↓↓↓
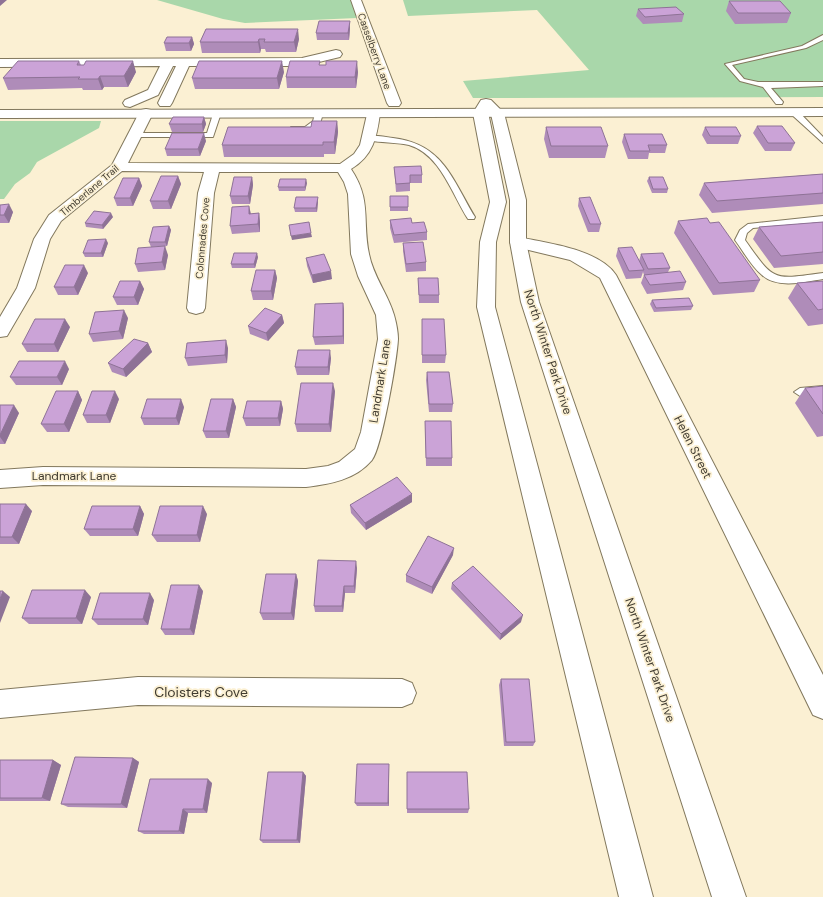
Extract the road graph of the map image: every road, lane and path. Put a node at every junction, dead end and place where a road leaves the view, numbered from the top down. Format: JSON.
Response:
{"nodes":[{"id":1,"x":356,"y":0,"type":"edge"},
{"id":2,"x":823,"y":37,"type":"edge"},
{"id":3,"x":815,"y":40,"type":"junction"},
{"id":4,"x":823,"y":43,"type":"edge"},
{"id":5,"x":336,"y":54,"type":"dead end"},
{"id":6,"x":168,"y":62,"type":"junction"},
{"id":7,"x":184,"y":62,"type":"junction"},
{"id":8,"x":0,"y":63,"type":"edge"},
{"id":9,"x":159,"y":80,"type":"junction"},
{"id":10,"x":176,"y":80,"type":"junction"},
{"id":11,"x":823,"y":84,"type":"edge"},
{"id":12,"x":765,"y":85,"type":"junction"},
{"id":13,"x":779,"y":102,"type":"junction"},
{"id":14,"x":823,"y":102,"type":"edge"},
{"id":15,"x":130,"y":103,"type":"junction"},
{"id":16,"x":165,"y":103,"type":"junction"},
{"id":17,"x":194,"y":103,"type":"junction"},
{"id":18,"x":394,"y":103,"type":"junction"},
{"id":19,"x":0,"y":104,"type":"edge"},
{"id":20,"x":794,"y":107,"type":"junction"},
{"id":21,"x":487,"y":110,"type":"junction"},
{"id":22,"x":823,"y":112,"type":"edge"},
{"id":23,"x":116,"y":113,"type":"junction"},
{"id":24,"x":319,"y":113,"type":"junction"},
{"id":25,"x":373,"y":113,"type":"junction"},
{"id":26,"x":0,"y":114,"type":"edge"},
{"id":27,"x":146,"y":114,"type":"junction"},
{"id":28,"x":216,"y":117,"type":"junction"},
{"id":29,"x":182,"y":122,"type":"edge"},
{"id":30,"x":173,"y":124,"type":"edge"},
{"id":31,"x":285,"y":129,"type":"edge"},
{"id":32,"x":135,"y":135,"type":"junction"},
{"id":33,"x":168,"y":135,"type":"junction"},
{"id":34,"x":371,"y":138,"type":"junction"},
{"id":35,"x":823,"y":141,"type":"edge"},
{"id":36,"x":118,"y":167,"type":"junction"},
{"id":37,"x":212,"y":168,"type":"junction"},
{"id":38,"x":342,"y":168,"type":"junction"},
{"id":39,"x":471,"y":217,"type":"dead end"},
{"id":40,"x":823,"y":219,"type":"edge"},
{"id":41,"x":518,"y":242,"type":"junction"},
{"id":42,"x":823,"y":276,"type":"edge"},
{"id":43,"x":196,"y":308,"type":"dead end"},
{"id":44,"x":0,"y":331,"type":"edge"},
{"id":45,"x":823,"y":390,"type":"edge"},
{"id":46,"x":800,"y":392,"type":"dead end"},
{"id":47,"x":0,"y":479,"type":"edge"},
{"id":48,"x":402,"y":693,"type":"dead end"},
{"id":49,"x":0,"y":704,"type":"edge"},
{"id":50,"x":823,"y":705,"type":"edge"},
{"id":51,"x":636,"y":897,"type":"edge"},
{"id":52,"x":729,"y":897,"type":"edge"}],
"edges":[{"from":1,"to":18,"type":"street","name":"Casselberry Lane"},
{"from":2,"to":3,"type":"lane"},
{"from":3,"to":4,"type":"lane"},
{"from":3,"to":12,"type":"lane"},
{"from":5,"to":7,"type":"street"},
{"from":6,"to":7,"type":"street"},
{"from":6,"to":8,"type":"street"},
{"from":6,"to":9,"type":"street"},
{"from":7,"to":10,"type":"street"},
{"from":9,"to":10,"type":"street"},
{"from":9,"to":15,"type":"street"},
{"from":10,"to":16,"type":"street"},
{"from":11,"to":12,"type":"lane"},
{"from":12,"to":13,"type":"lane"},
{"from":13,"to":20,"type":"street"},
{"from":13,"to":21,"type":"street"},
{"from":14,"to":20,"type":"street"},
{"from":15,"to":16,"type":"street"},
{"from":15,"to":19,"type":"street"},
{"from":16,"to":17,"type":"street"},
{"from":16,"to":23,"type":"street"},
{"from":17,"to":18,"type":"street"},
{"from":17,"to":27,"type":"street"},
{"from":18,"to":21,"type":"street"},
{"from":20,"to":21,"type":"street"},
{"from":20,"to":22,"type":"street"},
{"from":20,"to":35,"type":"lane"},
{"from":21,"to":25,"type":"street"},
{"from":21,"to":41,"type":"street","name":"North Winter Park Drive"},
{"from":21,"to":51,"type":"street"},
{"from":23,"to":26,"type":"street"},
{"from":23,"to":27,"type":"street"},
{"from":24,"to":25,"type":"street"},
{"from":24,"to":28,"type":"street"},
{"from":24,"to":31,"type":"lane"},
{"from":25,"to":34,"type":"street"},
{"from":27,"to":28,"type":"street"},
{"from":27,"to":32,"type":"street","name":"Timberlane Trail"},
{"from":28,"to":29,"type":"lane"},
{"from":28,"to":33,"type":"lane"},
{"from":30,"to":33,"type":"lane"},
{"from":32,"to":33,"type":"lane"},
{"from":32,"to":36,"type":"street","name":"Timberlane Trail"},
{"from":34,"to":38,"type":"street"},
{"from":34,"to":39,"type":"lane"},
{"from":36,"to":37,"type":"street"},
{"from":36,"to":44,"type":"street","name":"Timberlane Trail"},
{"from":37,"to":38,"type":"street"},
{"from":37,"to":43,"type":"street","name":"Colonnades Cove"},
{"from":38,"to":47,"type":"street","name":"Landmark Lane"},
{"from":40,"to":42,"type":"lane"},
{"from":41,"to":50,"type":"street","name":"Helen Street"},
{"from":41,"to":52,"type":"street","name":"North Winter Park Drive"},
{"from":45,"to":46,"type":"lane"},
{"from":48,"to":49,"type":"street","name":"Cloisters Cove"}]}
↑↑↑
↓↓↓
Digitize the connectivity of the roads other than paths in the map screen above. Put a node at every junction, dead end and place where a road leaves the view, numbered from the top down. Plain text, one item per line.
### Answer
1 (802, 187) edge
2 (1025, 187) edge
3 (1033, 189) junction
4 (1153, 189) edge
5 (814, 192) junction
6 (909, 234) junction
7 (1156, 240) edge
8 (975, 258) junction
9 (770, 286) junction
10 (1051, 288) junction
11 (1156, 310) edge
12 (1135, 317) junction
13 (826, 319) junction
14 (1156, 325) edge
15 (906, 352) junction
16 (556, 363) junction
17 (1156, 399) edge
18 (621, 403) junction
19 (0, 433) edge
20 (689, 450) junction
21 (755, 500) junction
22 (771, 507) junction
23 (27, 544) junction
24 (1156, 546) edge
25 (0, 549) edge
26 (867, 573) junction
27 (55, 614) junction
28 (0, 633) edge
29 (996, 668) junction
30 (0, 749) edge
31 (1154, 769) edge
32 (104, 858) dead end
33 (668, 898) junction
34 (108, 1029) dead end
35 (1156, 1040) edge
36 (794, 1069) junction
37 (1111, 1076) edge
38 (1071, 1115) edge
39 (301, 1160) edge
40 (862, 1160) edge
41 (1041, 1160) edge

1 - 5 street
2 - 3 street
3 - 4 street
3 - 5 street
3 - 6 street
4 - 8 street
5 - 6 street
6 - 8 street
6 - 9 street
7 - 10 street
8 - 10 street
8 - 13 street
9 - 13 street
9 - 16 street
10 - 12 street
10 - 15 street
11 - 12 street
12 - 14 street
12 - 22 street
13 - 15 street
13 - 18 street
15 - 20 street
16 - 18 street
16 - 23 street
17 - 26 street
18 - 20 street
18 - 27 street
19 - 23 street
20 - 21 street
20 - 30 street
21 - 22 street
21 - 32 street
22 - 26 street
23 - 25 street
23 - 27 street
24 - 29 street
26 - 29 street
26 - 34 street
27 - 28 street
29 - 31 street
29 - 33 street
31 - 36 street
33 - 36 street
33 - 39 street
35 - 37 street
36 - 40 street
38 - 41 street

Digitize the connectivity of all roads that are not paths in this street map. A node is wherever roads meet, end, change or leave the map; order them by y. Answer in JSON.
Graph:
↑↑↑
↓↓↓
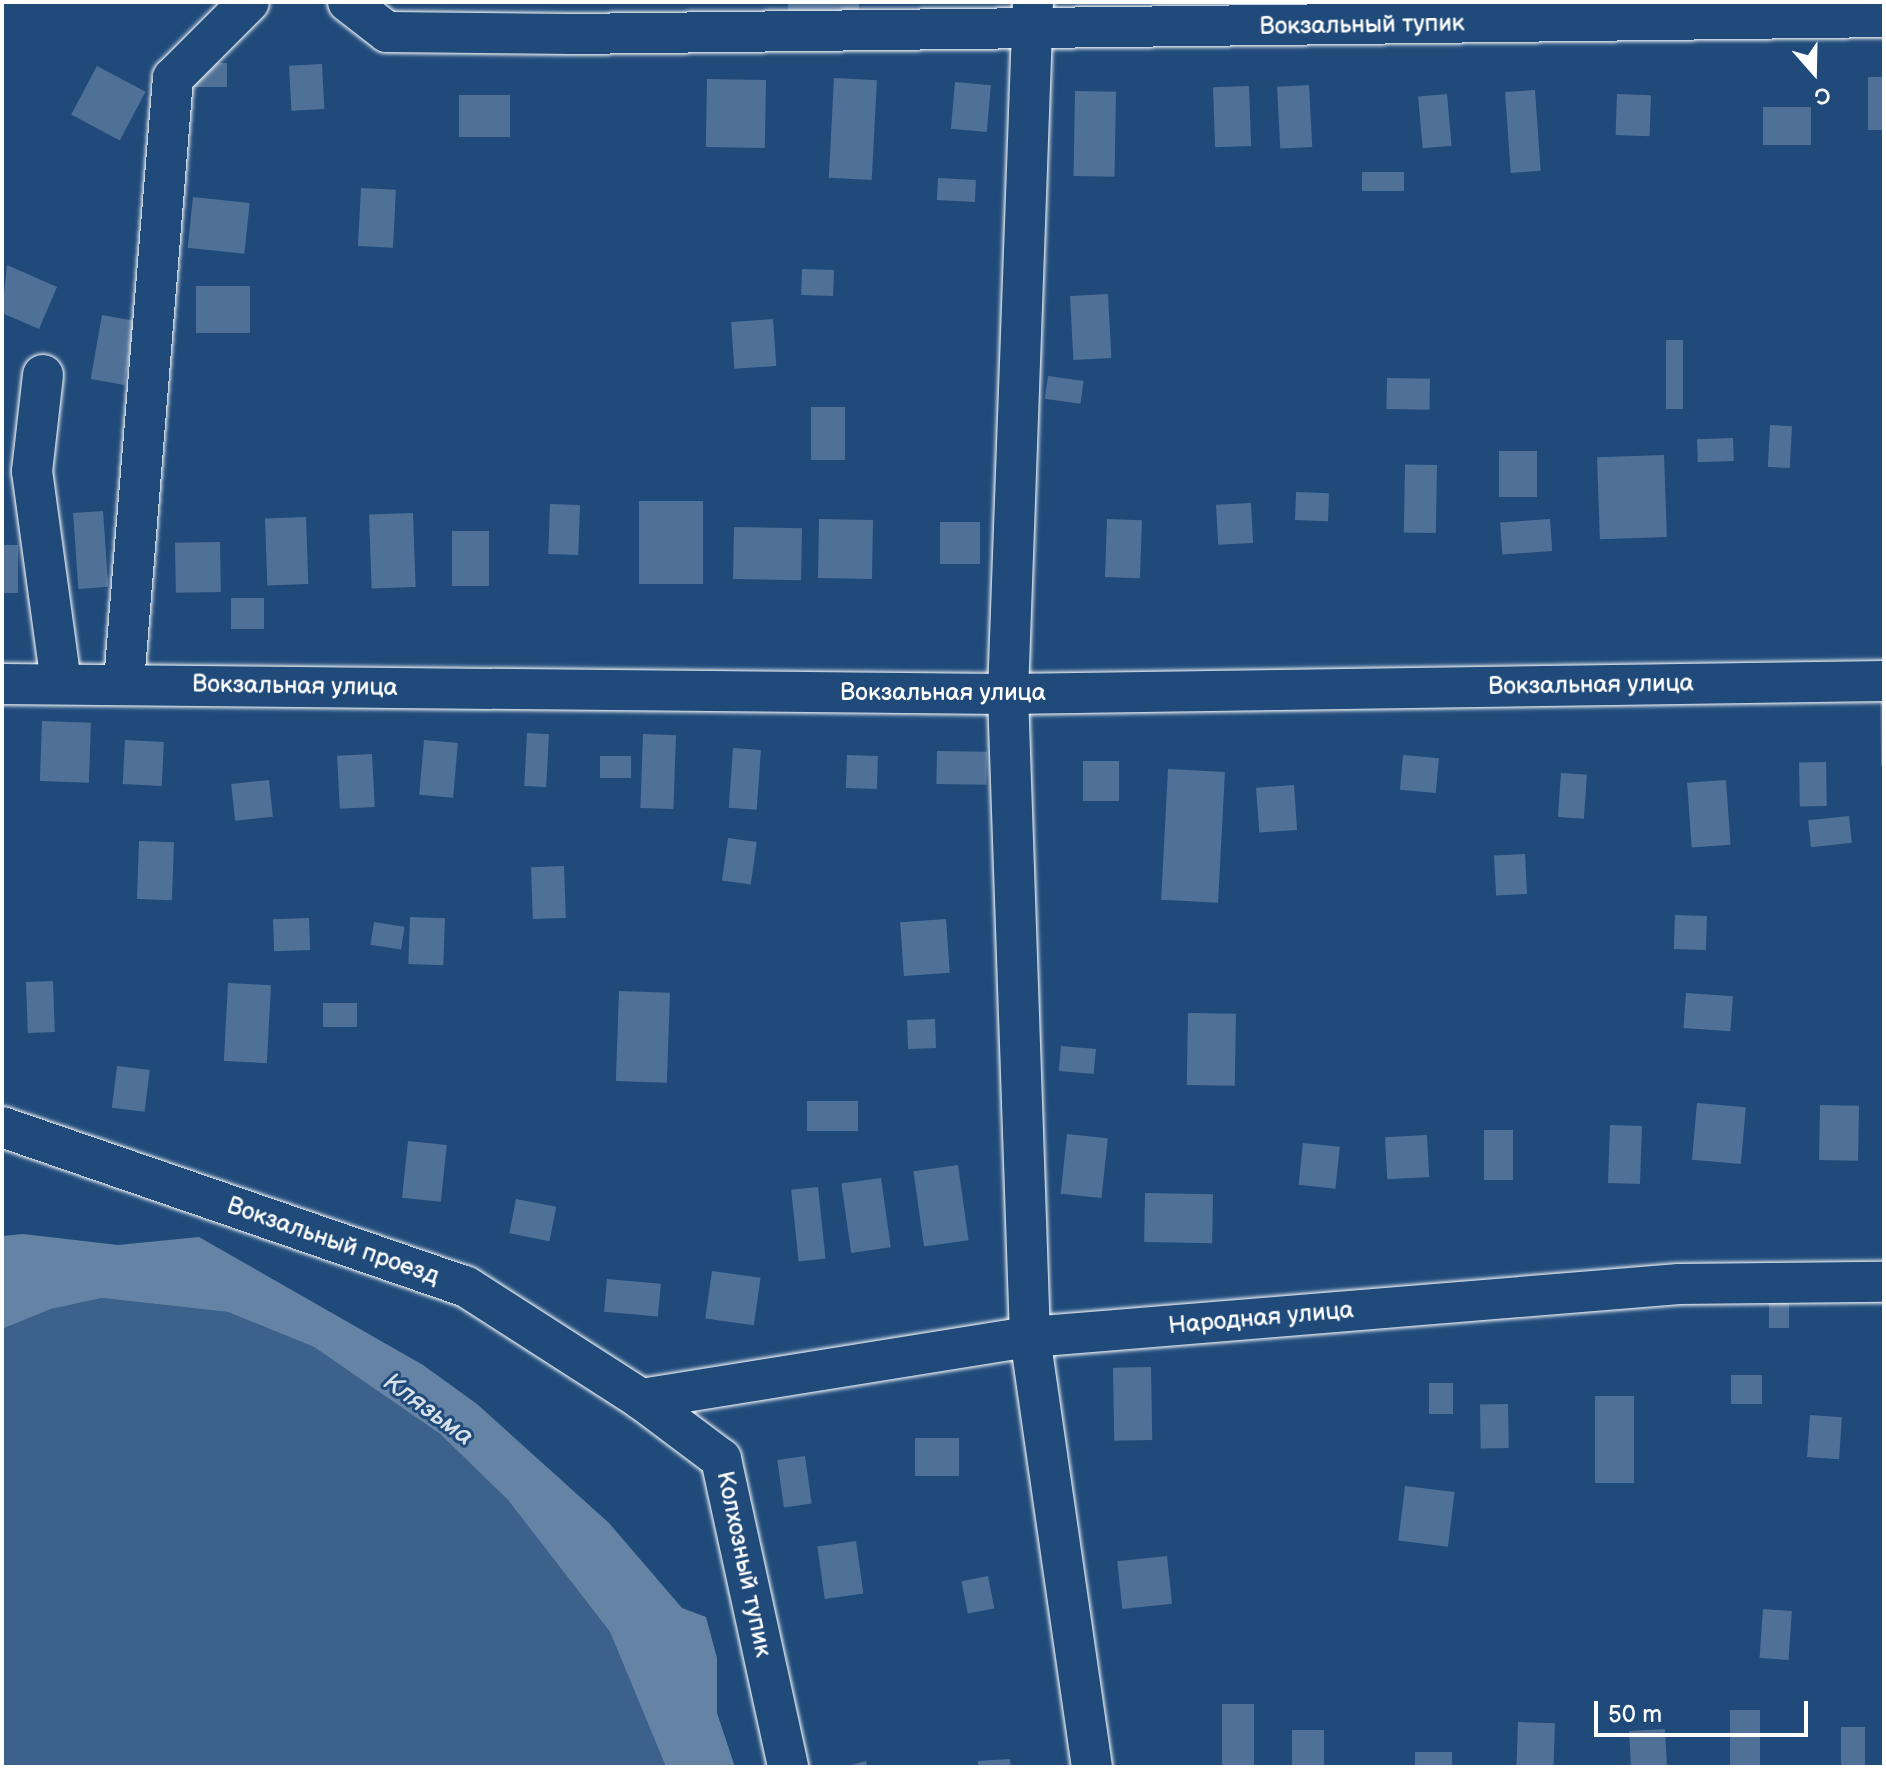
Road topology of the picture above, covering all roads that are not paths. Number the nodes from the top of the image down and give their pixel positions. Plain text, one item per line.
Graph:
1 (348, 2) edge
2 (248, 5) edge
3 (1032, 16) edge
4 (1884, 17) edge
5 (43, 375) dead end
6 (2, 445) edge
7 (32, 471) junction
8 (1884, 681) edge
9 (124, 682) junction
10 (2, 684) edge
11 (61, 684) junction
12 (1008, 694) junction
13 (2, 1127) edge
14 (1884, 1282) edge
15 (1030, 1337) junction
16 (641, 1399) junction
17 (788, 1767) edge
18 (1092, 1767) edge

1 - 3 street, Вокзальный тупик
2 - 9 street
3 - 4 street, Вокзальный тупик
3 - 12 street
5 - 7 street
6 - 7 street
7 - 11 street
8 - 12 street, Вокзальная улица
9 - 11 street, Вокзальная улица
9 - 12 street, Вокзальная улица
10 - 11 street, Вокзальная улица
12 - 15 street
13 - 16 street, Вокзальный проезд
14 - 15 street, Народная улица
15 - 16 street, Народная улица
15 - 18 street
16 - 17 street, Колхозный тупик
↑↑↑
=== What is required ===
Find the lines above that contain the word "connectivity" and collect them.

=== Reply ===
Digitize the connectivity of the roads other than paths in the map screen above. Put a node at every junction, dead end and place where a road leaves the view, numbered from the top down. Plain text, one item per line.
Digitize the connectivity of all roads that are not paths in this street map. A node is wherever roads meet, end, change or leave the map; order them by y. Answer in JSON.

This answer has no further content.